> Required action:
Reproduce every line in the listing that contains the word "Parkallee".

> Data:
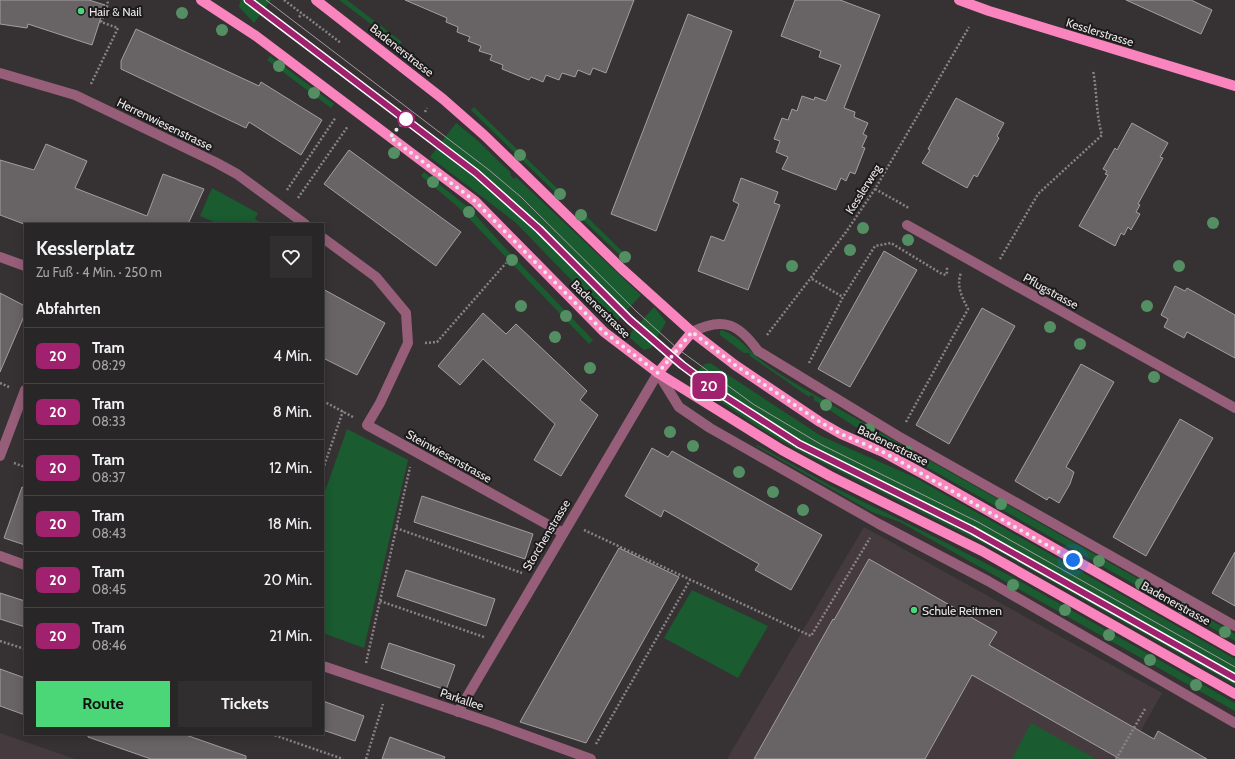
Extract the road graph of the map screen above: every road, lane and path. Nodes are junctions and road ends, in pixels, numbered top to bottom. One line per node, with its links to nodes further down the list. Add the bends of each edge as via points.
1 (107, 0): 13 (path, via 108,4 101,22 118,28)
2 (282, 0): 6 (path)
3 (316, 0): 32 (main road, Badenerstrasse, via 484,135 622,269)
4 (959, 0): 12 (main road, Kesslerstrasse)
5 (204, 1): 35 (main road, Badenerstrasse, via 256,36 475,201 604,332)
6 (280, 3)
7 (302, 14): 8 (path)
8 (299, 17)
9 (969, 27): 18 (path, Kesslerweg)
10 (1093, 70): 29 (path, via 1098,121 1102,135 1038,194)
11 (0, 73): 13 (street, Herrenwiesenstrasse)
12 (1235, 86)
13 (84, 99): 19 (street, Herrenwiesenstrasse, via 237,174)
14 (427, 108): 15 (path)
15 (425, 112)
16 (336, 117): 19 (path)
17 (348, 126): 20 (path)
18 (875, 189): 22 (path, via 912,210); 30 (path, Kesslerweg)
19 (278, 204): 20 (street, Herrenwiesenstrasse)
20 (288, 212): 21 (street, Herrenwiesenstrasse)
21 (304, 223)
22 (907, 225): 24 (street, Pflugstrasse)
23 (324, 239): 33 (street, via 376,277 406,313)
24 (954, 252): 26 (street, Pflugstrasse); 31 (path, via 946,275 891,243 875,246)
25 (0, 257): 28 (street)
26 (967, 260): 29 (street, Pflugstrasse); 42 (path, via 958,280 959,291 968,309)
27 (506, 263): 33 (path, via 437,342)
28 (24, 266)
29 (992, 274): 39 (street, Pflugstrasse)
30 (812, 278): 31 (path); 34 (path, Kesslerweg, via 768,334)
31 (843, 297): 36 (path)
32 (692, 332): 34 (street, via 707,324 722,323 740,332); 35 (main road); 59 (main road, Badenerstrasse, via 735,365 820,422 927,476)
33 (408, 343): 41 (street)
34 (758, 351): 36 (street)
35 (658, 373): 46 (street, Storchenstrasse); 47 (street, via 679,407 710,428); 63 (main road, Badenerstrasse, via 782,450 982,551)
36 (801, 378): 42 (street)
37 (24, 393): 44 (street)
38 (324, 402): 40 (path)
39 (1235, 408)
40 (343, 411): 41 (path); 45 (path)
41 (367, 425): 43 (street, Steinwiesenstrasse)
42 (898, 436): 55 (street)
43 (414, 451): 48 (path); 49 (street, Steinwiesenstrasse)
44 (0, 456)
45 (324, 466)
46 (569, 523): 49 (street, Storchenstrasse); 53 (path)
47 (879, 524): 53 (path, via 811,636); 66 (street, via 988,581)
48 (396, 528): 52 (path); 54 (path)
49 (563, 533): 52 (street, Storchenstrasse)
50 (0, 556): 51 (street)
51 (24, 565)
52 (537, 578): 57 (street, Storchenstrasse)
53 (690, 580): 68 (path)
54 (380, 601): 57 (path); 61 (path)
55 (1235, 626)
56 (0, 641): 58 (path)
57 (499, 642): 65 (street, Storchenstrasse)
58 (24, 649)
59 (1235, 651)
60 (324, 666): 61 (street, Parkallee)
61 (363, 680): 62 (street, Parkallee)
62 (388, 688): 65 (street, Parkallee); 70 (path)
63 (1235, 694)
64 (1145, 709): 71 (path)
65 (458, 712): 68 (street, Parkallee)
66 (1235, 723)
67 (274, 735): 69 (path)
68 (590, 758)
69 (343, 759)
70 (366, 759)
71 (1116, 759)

> Solved exercise:
60 (324, 666): 61 (street, Parkallee)
61 (363, 680): 62 (street, Parkallee)
62 (388, 688): 65 (street, Parkallee); 70 (path)
65 (458, 712): 68 (street, Parkallee)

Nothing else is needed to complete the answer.